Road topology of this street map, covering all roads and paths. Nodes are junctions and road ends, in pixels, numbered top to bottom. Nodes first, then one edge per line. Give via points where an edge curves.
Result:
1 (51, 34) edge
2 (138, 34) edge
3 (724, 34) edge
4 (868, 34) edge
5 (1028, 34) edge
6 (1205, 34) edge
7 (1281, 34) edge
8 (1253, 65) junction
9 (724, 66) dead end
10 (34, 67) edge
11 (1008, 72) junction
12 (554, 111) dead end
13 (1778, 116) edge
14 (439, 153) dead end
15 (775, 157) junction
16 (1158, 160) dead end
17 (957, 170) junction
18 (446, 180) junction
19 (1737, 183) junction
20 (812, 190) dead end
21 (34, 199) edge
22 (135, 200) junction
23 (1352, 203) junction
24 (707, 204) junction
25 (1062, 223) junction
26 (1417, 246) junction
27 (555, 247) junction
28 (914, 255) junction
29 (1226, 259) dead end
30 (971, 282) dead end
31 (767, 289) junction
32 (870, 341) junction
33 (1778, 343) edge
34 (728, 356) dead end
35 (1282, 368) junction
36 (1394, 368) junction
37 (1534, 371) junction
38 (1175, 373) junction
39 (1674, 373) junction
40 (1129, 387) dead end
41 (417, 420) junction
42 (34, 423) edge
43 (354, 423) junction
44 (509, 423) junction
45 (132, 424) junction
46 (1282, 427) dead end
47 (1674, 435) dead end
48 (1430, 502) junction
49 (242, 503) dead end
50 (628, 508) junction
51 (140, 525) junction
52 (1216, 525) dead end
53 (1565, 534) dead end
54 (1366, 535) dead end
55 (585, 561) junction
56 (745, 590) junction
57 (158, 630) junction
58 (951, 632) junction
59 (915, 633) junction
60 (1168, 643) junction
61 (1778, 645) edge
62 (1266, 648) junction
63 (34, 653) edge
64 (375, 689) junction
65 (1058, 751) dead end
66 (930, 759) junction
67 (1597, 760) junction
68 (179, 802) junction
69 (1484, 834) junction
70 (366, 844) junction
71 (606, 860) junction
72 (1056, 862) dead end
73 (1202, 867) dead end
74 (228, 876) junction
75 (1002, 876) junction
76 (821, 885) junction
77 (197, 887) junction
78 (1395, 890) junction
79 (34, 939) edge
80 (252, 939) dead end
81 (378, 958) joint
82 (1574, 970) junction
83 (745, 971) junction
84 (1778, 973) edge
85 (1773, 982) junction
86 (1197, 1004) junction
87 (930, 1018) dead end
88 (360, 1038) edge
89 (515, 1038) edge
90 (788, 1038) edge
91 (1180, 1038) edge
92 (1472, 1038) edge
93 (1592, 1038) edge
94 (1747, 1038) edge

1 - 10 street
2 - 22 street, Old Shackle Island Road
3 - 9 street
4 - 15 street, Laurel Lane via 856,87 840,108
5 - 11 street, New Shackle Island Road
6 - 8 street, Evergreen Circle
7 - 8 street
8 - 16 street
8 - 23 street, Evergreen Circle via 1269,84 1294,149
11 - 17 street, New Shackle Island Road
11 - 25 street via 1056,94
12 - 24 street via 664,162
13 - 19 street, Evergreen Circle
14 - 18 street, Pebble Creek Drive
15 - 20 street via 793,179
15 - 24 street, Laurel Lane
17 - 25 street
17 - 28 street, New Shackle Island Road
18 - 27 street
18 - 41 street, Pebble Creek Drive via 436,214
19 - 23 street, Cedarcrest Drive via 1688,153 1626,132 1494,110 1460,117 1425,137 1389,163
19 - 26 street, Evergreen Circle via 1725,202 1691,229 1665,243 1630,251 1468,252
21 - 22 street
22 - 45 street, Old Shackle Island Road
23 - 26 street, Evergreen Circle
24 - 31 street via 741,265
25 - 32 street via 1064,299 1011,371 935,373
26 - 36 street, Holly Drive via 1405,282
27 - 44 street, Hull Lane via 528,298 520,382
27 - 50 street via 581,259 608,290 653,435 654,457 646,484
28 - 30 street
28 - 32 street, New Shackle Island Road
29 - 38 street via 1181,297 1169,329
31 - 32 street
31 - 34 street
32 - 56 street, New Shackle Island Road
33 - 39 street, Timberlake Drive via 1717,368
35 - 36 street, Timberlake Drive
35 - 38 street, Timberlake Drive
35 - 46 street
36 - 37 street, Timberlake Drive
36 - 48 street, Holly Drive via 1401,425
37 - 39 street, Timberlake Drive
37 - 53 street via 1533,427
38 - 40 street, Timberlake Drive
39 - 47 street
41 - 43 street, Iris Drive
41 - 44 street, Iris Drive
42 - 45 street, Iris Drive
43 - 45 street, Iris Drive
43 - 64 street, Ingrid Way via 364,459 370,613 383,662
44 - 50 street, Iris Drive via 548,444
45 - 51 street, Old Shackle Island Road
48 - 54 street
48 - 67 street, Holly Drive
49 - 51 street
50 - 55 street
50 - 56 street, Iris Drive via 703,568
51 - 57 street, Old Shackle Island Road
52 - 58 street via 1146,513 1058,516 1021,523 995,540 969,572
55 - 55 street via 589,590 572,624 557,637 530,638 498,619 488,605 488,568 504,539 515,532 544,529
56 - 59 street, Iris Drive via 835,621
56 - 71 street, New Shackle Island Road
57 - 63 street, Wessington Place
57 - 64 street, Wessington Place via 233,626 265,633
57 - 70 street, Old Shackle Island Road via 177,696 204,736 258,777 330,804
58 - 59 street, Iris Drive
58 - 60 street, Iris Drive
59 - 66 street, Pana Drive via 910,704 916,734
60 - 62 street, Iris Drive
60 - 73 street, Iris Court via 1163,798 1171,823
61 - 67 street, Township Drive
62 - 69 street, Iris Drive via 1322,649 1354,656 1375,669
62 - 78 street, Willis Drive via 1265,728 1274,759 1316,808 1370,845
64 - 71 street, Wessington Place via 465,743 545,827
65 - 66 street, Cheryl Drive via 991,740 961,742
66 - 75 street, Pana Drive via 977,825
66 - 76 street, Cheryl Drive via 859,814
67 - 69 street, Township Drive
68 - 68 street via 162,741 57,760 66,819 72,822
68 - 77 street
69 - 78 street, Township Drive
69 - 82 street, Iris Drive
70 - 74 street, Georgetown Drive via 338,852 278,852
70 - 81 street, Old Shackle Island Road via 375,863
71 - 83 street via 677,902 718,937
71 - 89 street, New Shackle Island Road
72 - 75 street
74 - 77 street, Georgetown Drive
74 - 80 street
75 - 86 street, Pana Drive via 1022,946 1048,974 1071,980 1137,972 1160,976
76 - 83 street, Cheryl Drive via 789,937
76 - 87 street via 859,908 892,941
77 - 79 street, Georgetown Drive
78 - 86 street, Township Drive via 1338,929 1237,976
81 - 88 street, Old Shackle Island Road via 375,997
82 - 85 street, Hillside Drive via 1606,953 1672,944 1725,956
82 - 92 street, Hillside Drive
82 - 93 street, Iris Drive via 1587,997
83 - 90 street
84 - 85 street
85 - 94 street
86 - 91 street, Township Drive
# # # # #
• EXERCISE DETAILS: Each record shown above is to be given again exactly.

• RESPONSE TO THIS TASK:
Road topology of this street map, covering all roads and paths. Nodes are junctions and road ends, in pixels, numbered top to bottom. Nodes first, then one edge per line. Give via points where an edge curves.
Result:
1 (51, 34) edge
2 (138, 34) edge
3 (724, 34) edge
4 (868, 34) edge
5 (1028, 34) edge
6 (1205, 34) edge
7 (1281, 34) edge
8 (1253, 65) junction
9 (724, 66) dead end
10 (34, 67) edge
11 (1008, 72) junction
12 (554, 111) dead end
13 (1778, 116) edge
14 (439, 153) dead end
15 (775, 157) junction
16 (1158, 160) dead end
17 (957, 170) junction
18 (446, 180) junction
19 (1737, 183) junction
20 (812, 190) dead end
21 (34, 199) edge
22 (135, 200) junction
23 (1352, 203) junction
24 (707, 204) junction
25 (1062, 223) junction
26 (1417, 246) junction
27 (555, 247) junction
28 (914, 255) junction
29 (1226, 259) dead end
30 (971, 282) dead end
31 (767, 289) junction
32 (870, 341) junction
33 (1778, 343) edge
34 (728, 356) dead end
35 (1282, 368) junction
36 (1394, 368) junction
37 (1534, 371) junction
38 (1175, 373) junction
39 (1674, 373) junction
40 (1129, 387) dead end
41 (417, 420) junction
42 (34, 423) edge
43 (354, 423) junction
44 (509, 423) junction
45 (132, 424) junction
46 (1282, 427) dead end
47 (1674, 435) dead end
48 (1430, 502) junction
49 (242, 503) dead end
50 (628, 508) junction
51 (140, 525) junction
52 (1216, 525) dead end
53 (1565, 534) dead end
54 (1366, 535) dead end
55 (585, 561) junction
56 (745, 590) junction
57 (158, 630) junction
58 (951, 632) junction
59 (915, 633) junction
60 (1168, 643) junction
61 (1778, 645) edge
62 (1266, 648) junction
63 (34, 653) edge
64 (375, 689) junction
65 (1058, 751) dead end
66 (930, 759) junction
67 (1597, 760) junction
68 (179, 802) junction
69 (1484, 834) junction
70 (366, 844) junction
71 (606, 860) junction
72 (1056, 862) dead end
73 (1202, 867) dead end
74 (228, 876) junction
75 (1002, 876) junction
76 (821, 885) junction
77 (197, 887) junction
78 (1395, 890) junction
79 (34, 939) edge
80 (252, 939) dead end
81 (378, 958) joint
82 (1574, 970) junction
83 (745, 971) junction
84 (1778, 973) edge
85 (1773, 982) junction
86 (1197, 1004) junction
87 (930, 1018) dead end
88 (360, 1038) edge
89 (515, 1038) edge
90 (788, 1038) edge
91 (1180, 1038) edge
92 (1472, 1038) edge
93 (1592, 1038) edge
94 (1747, 1038) edge

1 - 10 street
2 - 22 street, Old Shackle Island Road
3 - 9 street
4 - 15 street, Laurel Lane via 856,87 840,108
5 - 11 street, New Shackle Island Road
6 - 8 street, Evergreen Circle
7 - 8 street
8 - 16 street
8 - 23 street, Evergreen Circle via 1269,84 1294,149
11 - 17 street, New Shackle Island Road
11 - 25 street via 1056,94
12 - 24 street via 664,162
13 - 19 street, Evergreen Circle
14 - 18 street, Pebble Creek Drive
15 - 20 street via 793,179
15 - 24 street, Laurel Lane
17 - 25 street
17 - 28 street, New Shackle Island Road
18 - 27 street
18 - 41 street, Pebble Creek Drive via 436,214
19 - 23 street, Cedarcrest Drive via 1688,153 1626,132 1494,110 1460,117 1425,137 1389,163
19 - 26 street, Evergreen Circle via 1725,202 1691,229 1665,243 1630,251 1468,252
21 - 22 street
22 - 45 street, Old Shackle Island Road
23 - 26 street, Evergreen Circle
24 - 31 street via 741,265
25 - 32 street via 1064,299 1011,371 935,373
26 - 36 street, Holly Drive via 1405,282
27 - 44 street, Hull Lane via 528,298 520,382
27 - 50 street via 581,259 608,290 653,435 654,457 646,484
28 - 30 street
28 - 32 street, New Shackle Island Road
29 - 38 street via 1181,297 1169,329
31 - 32 street
31 - 34 street
32 - 56 street, New Shackle Island Road
33 - 39 street, Timberlake Drive via 1717,368
35 - 36 street, Timberlake Drive
35 - 38 street, Timberlake Drive
35 - 46 street
36 - 37 street, Timberlake Drive
36 - 48 street, Holly Drive via 1401,425
37 - 39 street, Timberlake Drive
37 - 53 street via 1533,427
38 - 40 street, Timberlake Drive
39 - 47 street
41 - 43 street, Iris Drive
41 - 44 street, Iris Drive
42 - 45 street, Iris Drive
43 - 45 street, Iris Drive
43 - 64 street, Ingrid Way via 364,459 370,613 383,662
44 - 50 street, Iris Drive via 548,444
45 - 51 street, Old Shackle Island Road
48 - 54 street
48 - 67 street, Holly Drive
49 - 51 street
50 - 55 street
50 - 56 street, Iris Drive via 703,568
51 - 57 street, Old Shackle Island Road
52 - 58 street via 1146,513 1058,516 1021,523 995,540 969,572
55 - 55 street via 589,590 572,624 557,637 530,638 498,619 488,605 488,568 504,539 515,532 544,529
56 - 59 street, Iris Drive via 835,621
56 - 71 street, New Shackle Island Road
57 - 63 street, Wessington Place
57 - 64 street, Wessington Place via 233,626 265,633
57 - 70 street, Old Shackle Island Road via 177,696 204,736 258,777 330,804
58 - 59 street, Iris Drive
58 - 60 street, Iris Drive
59 - 66 street, Pana Drive via 910,704 916,734
60 - 62 street, Iris Drive
60 - 73 street, Iris Court via 1163,798 1171,823
61 - 67 street, Township Drive
62 - 69 street, Iris Drive via 1322,649 1354,656 1375,669
62 - 78 street, Willis Drive via 1265,728 1274,759 1316,808 1370,845
64 - 71 street, Wessington Place via 465,743 545,827
65 - 66 street, Cheryl Drive via 991,740 961,742
66 - 75 street, Pana Drive via 977,825
66 - 76 street, Cheryl Drive via 859,814
67 - 69 street, Township Drive
68 - 68 street via 162,741 57,760 66,819 72,822
68 - 77 street
69 - 78 street, Township Drive
69 - 82 street, Iris Drive
70 - 74 street, Georgetown Drive via 338,852 278,852
70 - 81 street, Old Shackle Island Road via 375,863
71 - 83 street via 677,902 718,937
71 - 89 street, New Shackle Island Road
72 - 75 street
74 - 77 street, Georgetown Drive
74 - 80 street
75 - 86 street, Pana Drive via 1022,946 1048,974 1071,980 1137,972 1160,976
76 - 83 street, Cheryl Drive via 789,937
76 - 87 street via 859,908 892,941
77 - 79 street, Georgetown Drive
78 - 86 street, Township Drive via 1338,929 1237,976
81 - 88 street, Old Shackle Island Road via 375,997
82 - 85 street, Hillside Drive via 1606,953 1672,944 1725,956
82 - 92 street, Hillside Drive
82 - 93 street, Iris Drive via 1587,997
83 - 90 street
84 - 85 street
85 - 94 street
86 - 91 street, Township Drive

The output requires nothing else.